WHAT IS NEEDED – Copy all lines below that use the word "Lophostemon".

### RECORDS TO USE

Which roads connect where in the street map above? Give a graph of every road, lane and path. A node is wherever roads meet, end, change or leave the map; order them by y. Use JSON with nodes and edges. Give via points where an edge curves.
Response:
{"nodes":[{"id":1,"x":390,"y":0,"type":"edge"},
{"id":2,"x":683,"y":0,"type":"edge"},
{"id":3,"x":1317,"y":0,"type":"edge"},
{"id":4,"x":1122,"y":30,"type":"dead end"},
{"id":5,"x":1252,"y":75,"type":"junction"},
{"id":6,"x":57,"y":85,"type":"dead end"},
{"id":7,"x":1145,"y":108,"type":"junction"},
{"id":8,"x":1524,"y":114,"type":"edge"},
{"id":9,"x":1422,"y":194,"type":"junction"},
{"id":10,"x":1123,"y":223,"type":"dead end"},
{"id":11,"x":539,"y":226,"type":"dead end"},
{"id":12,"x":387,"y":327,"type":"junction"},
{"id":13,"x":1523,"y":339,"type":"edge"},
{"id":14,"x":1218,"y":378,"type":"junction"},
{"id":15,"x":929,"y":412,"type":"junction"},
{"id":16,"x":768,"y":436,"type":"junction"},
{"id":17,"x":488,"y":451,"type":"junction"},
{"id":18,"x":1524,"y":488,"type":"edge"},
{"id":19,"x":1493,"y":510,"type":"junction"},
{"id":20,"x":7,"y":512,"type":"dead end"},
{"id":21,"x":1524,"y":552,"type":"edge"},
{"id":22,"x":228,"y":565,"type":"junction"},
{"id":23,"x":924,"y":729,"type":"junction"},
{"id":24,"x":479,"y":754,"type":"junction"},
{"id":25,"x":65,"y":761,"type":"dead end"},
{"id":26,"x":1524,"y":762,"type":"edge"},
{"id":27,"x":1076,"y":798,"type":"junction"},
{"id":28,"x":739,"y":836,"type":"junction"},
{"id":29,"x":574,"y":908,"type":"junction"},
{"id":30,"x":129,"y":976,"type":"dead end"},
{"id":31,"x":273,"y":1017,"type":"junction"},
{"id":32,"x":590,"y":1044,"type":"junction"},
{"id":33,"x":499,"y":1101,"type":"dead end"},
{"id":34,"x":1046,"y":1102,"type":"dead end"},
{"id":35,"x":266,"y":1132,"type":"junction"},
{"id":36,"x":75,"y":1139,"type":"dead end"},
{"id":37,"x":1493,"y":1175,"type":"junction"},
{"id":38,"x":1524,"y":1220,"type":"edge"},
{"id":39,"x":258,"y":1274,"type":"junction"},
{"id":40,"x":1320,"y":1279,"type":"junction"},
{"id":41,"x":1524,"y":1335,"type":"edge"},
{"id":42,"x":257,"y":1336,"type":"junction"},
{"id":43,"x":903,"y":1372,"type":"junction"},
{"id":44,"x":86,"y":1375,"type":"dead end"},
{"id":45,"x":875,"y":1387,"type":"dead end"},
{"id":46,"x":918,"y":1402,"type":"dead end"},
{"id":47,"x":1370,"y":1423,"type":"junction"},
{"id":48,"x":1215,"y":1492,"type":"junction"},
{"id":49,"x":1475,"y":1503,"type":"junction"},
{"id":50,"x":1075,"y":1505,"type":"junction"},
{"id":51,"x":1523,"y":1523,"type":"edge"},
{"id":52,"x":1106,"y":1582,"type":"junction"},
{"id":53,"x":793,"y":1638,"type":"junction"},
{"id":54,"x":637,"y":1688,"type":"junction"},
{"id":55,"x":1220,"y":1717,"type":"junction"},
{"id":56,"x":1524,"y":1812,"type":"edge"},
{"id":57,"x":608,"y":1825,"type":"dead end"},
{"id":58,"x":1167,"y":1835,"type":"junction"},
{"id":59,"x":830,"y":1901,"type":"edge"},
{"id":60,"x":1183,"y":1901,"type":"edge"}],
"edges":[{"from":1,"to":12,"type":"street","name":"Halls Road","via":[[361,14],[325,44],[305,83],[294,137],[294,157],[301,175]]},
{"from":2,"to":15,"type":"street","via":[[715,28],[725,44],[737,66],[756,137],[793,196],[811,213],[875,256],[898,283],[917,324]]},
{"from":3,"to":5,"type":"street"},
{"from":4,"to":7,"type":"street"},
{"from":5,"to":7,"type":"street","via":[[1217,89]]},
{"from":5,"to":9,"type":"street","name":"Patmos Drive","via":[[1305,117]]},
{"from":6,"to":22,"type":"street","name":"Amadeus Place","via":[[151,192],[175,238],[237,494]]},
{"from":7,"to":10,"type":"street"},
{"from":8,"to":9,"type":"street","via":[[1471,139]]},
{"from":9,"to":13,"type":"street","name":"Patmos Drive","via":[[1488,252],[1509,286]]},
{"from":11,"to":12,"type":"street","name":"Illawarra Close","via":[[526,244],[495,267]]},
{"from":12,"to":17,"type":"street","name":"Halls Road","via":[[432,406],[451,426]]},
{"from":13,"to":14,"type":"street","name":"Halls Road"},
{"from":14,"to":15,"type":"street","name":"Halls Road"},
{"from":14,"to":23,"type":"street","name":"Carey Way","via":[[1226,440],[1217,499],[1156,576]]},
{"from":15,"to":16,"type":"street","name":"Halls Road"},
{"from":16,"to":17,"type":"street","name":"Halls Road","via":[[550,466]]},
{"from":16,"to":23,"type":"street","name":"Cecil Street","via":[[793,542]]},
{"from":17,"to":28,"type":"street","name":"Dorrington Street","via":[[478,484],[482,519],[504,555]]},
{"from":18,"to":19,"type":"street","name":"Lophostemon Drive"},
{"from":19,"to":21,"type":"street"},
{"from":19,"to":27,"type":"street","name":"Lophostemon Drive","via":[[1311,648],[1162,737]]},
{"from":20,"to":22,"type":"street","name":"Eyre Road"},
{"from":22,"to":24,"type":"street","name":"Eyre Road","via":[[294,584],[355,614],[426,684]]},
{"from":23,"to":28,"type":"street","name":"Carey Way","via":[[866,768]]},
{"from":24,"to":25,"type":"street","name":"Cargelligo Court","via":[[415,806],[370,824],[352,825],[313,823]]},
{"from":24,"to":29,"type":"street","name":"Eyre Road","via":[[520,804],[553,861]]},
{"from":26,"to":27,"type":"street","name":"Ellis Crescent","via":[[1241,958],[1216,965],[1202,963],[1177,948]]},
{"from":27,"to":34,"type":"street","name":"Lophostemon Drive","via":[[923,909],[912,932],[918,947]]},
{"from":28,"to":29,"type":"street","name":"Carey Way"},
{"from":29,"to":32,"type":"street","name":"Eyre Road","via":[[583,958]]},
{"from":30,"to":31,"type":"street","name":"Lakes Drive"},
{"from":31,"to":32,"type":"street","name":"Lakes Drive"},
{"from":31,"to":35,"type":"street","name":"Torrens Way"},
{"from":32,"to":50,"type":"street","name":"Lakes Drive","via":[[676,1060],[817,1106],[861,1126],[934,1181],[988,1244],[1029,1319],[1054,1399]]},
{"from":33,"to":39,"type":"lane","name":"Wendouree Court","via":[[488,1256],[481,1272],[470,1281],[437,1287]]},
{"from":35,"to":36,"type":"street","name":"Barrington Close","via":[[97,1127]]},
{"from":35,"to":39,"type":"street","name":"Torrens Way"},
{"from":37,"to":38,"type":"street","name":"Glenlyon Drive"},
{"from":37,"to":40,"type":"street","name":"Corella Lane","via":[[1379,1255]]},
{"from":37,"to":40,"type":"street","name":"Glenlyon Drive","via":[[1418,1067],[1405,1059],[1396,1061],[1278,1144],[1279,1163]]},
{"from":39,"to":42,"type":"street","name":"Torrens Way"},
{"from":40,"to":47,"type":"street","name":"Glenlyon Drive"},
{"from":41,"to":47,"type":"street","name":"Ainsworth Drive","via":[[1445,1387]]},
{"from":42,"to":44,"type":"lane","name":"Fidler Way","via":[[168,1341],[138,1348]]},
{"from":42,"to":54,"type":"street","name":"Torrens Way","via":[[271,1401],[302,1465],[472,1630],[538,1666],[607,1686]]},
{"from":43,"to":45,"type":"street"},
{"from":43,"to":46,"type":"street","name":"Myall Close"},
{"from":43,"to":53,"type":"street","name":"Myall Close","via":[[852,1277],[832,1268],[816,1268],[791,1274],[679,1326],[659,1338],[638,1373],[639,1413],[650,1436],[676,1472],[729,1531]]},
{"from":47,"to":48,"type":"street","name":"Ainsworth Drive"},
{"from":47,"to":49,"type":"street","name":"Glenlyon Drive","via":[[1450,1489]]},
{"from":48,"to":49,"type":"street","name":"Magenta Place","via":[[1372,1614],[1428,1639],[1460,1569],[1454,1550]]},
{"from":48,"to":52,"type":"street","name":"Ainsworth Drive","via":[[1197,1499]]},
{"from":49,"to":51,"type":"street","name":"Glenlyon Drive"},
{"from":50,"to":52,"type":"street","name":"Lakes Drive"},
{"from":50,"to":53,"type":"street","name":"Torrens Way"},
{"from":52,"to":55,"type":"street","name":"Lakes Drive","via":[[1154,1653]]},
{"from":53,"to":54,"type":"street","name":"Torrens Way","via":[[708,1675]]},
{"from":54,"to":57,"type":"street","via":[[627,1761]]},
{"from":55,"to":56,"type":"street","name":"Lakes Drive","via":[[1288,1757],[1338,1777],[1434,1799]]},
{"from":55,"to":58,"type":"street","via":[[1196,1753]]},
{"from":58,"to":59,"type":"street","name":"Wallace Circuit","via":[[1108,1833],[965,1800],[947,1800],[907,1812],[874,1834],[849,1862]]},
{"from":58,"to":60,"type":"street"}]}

######

ANSWER FOR THE TASK –
{"from":18,"to":19,"type":"street","name":"Lophostemon Drive"},
{"from":19,"to":27,"type":"street","name":"Lophostemon Drive","via":[[1311,648],[1162,737]]},
{"from":27,"to":34,"type":"street","name":"Lophostemon Drive","via":[[923,909],[912,932],[918,947]]},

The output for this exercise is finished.